Each numerator represents the part of Mr.Lee’s garden that has tomatoes.

Each denominator represents how many parts there are in all his garden.

As the denominator becomes a greater number, the size of the parts becomes smaller.

**Example 4:**

Sopia is making bracelets with beads. Each bracelet has 4 beads and \(\frac { 3 }{ 4 } \) of the beads are red. If Sopia makes 5 bracelets, how many red beads does she need?

**Solution:**

As given in the question,

No of beads each bracelet has = 4

No of beads that are red = \(\frac { 3 }{ 4 } \)

To make 5 bracelets, the no of red beads she needs

5 * \(\frac { 3 }{ 4 } \) * 4 = 15

Therefore, 15 red beads are needed for Sopia to make 5 bracelets.

**Example 5:**

Sopia is making necklaces. The largest necklace will have 24 beads. Another necklace may contain fewer beads but will have at least 12 beads. In every necklace, half of the beads are red, \(\frac { 1 }{ 3 } \) is green and \(\frac { 1 }{ 6 } \) are yellow. What combinations of beads represent all the possible necklaces that Sopia can make?

**Solution:**

The common multiplies of 2, 3 and 6 are 12,18,24

Total beads in necklace = 12

Fraction of red beads = 6

Fraction of green beads = 4

Fraction of yellow beads = 2

Total beads in 2nd necklace = 18

Fraction of red beads = 9

Fraction of green beads = 6

Fraction of yellow beads = 3

Total beads in 3rd necklace = 24

Fraction of red beads = 12

Fraction of green beads = 8

Fraction of yellow beads = 4

We find equivalent fractions using common multiple as denominator

Half of them are red – \(\frac { 1 }{ 2 } \) * \(\frac { 6 }{6 } \) = \(\frac { 6 }{ 12 } \),

\(\frac { 1 }{ 3} \) – \(\frac { 1 }{ 3 } \)* \(\frac { 4 }{ 4 } \) = \(\frac { 4 }{ 12 } \),

\(\frac { 1 }{ 2 } \) are yellow – \(\frac { 1 }{ 2 } \) *\(\frac { 6 }{ 2 } \) = \(\frac { 2 }{ 12 } \)

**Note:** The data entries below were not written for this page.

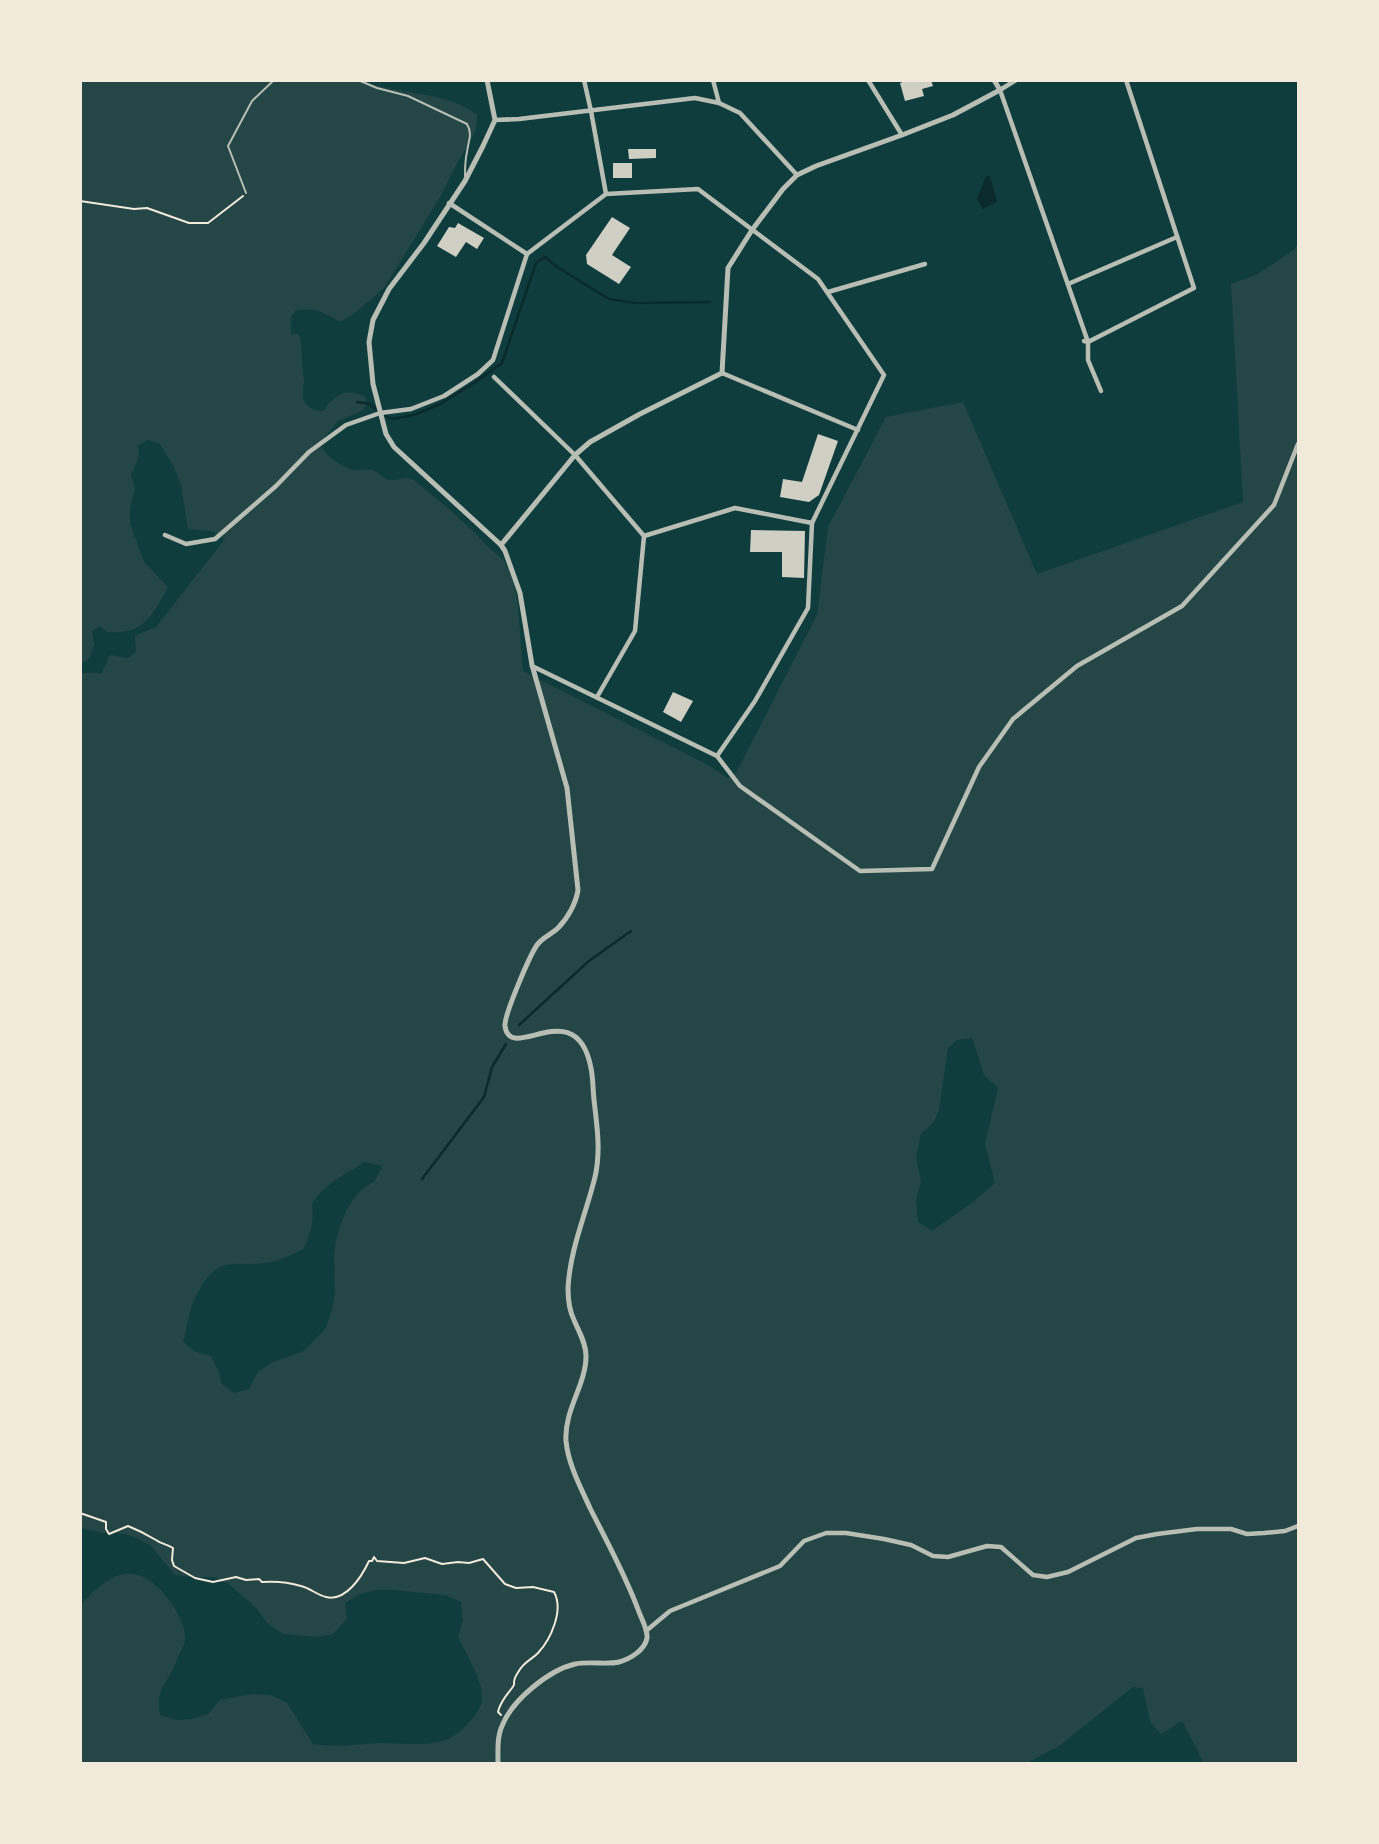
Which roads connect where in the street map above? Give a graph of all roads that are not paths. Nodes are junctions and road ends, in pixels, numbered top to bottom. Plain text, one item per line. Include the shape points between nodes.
1 (274, 80) edge
2 (358, 80) edge
3 (487, 80) edge
4 (584, 80) edge
5 (713, 80) edge
6 (868, 80) edge
7 (994, 80) edge
8 (1000, 80) edge
9 (1016, 80) edge
10 (1126, 80) edge
11 (1000, 90) junction
12 (719, 103) junction
13 (591, 111) junction
14 (495, 120) junction
15 (902, 135) junction
16 (797, 175) junction
17 (465, 181) junction
18 (246, 193) road end
19 (606, 194) junction
20 (449, 203) junction
21 (752, 230) junction
22 (1177, 237) junction
23 (527, 254) junction
24 (925, 264) dead end
25 (1068, 284) junction
26 (828, 292) junction
27 (1086, 342) junction
28 (722, 373) junction
29 (494, 377) dead end
30 (1101, 391) dead end
31 (380, 413) junction
32 (858, 430) junction
33 (1298, 444) edge
34 (575, 455) junction
35 (812, 523) junction
36 (165, 535) dead end
37 (643, 536) junction
38 (501, 545) junction
39 (532, 665) junction
40 (597, 696) junction
41 (717, 756) junction
42 (1298, 1526) edge
43 (646, 1631) junction
44 (498, 1763) edge

1 - 18 lane via 252,101 228,146
2 - 17 lane via 408,96 467,124
3 - 14 street
4 - 13 street
5 - 12 street
6 - 15 street
7 - 11 street
8 - 11 street
9 - 11 street
10 - 22 street
11 - 15 street
11 - 25 street
12 - 13 street via 695,98
12 - 16 street via 740,113
13 - 14 street
13 - 19 street
14 - 17 street
15 - 16 street
16 - 21 street
17 - 20 street
19 - 21 street via 698,189
19 - 23 street
20 - 23 street
20 - 31 street via 373,320 370,361
21 - 26 street via 818,279
21 - 28 street via 728,268
22 - 25 street
22 - 27 street via 1194,288
23 - 31 street via 493,360 444,396 411,409
24 - 26 street
25 - 27 street
26 - 32 street via 884,375
27 - 30 street via 1087,360
28 - 32 street
28 - 34 street via 608,431
29 - 34 street
31 - 36 street via 346,425 309,452 215,539 186,544
31 - 38 street via 394,447
32 - 35 street
33 - 41 street via 1274,505 1182,606 1077,666 1013,719 979,767 932,869 860,871 740,786
34 - 37 street
34 - 38 street
35 - 37 street via 735,508
35 - 41 street via 808,608 755,701
37 - 40 street via 635,631
38 - 39 street via 520,593
39 - 40 street
39 - 43 street via 567,788 579,890 560,927 537,944 509,1006 506,1030 522,1039 554,1030 571,1033 585,1050 590,1066 600,1144 568,1286 568,1304 586,1355 568,1416 566,1441 580,1486
40 - 41 street
42 - 43 street via 1264,1533 1197,1530 1136,1538 1068,1572 1047,1577 1034,1575 1001,1547 933,1556 884,1538 826,1533 804,1541 780,1566 670,1611
43 - 44 street via 644,1645 632,1657 556,1671 524,1695 502,1725

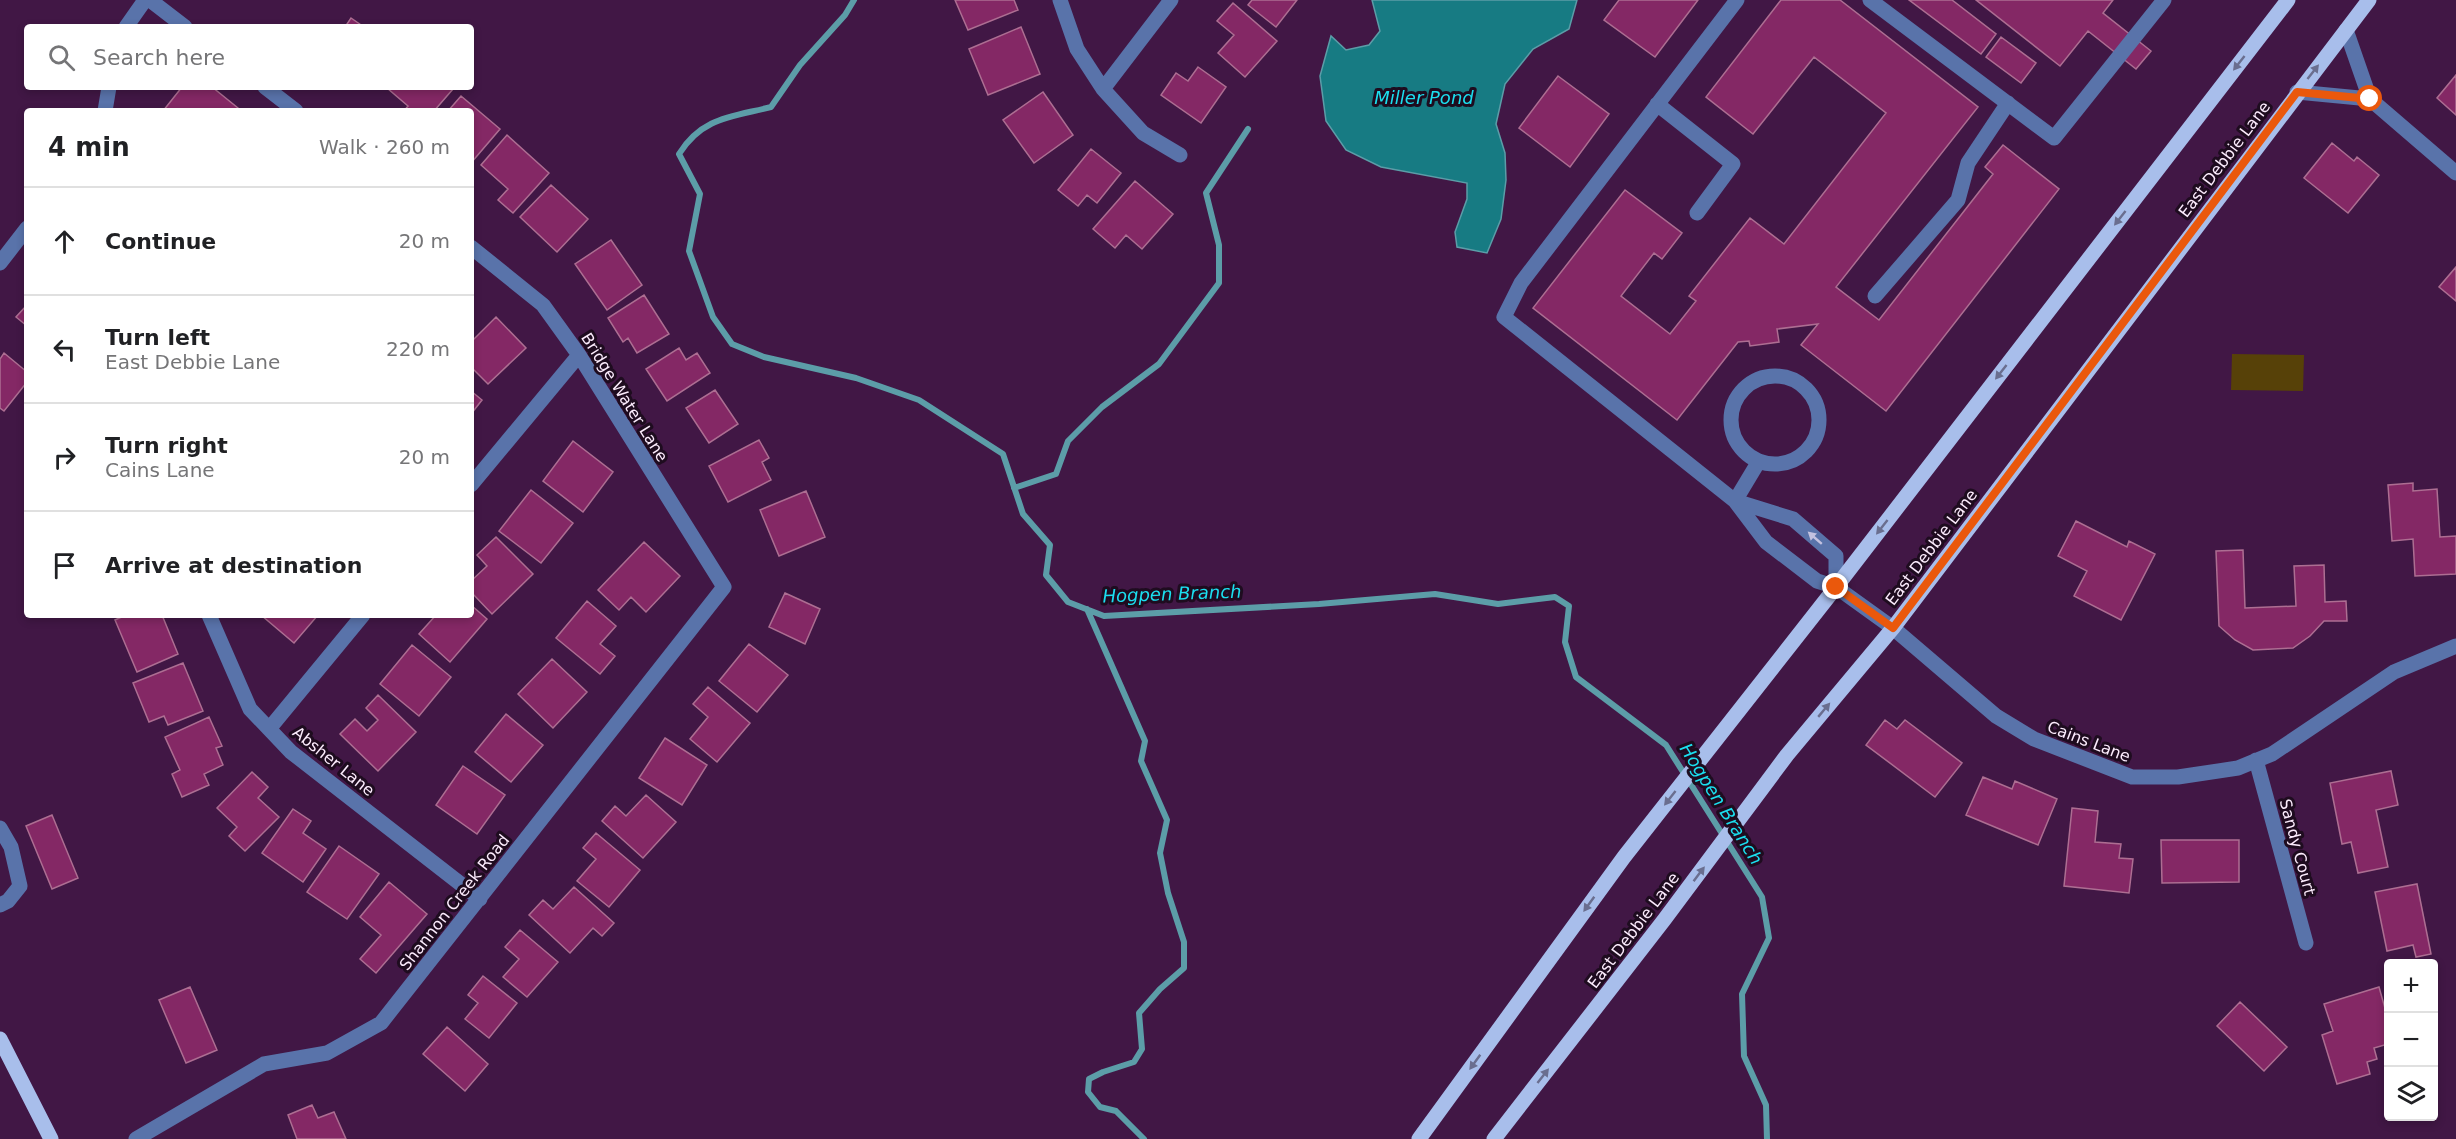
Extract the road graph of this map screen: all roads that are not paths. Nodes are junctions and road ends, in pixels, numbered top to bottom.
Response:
1 (145, 0) edge
2 (150, 0) edge
3 (1060, 0) edge
4 (1171, 0) edge
5 (1737, 0) edge
6 (1870, 0) edge
7 (2164, 0) edge
8 (2288, 0) edge
9 (2369, 0) edge
10 (128, 24) edge
11 (181, 24) edge
12 (2346, 30) junction
13 (1103, 88) junction
14 (109, 90) edge
15 (268, 90) edge
16 (2297, 92) junction
17 (2370, 99) junction
18 (2008, 103) junction
19 (1657, 104) junction
20 (106, 108) edge
21 (292, 108) edge
22 (1180, 155) dead end
23 (2456, 173) edge
24 (1697, 213) dead end
25 (24, 232) edge
26 (474, 250) edge
27 (0, 263) edge
28 (1875, 296) dead end
29 (579, 355) junction
30 (1759, 461) junction
31 (474, 481) edge
32 (1735, 501) junction
33 (724, 587) joint
34 (1836, 587) junction
35 (210, 618) edge
36 (361, 618) edge
37 (1893, 628) junction
38 (2456, 646) edge
39 (269, 729) junction
40 (2256, 760) junction
41 (0, 828) edge
42 (480, 899) junction
43 (0, 905) edge
44 (2306, 943) dead end
45 (0, 1039) edge
46 (51, 1139) edge
47 (136, 1139) edge
48 (1419, 1139) edge
49 (1494, 1139) edge

1 - 10 street
2 - 11 street
3 - 13 street
4 - 13 street
5 - 19 street
6 - 18 street
7 - 18 street
8 -> 34 main road
9 - 12 main road, East Debbie Lane
16 -> 12 main road, East Debbie Lane
12 - 17 street
13 - 22 street
14 - 20 street
15 - 21 street
16 - 17 street
16 - 37 main road, East Debbie Lane
17 - 23 street
18 - 28 street
19 - 24 street
19 - 32 street
25 - 27 street
26 - 29 street, Bridge Water Lane
29 - 31 street
29 - 33 street, Bridge Water Lane
30 - 30 street
30 - 32 street
32 - 34 street, Cains Lane
34 -> 32 street
33 - 42 street, Shannon Creek Road
34 - 37 street, Cains Lane
34 -> 48 main road
35 - 39 street, Absher Lane
36 - 39 street
37 - 40 street, Cains Lane
49 -> 37 main road, East Debbie Lane
38 - 40 street, Cains Lane
39 - 42 street, Absher Lane
40 - 44 street, Sandy Court
41 - 43 street
42 - 47 street, Shannon Creek Road
45 - 46 main road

Half of them are red – \(\frac { 1 }{ 2 } \) * \(\frac { 9 }{9 } \) = \(\frac { 9 }{ 18 } \)

\(\frac { 1 }{ 3 } \) are green – \(\frac { 1 }{ 3 } \)* \(\frac { 6 }{ 6 } \) = \(\frac { 6 }{ 18 } \)

\(\frac { 1 }{ 2 } \) are yellow – \(\frac { 1 }{ 6 } \) * \(\frac { 3 }{ 3 } \) = \(\frac { 3 }{ 18 } \)

Half of them are red – \(\frac { 1 }{ 2 } \) * \(\frac { 12 }{ 12 } \) = \(\frac { 12 }{ 24 } \)

\(\frac { 1 }{ 3 } \) are green – \(\frac { 1 }{ 3 } \) * \(\frac { 8 }{ 8 } \) = \(\frac { 8 }{ 24 } \)

\(\frac { 1 }{ 6 } \) are yellow – \(\frac { 1 }{ 6 } \)* \(\frac { 4 }{4 } \) = \(\frac { 4 }{ 24 } \)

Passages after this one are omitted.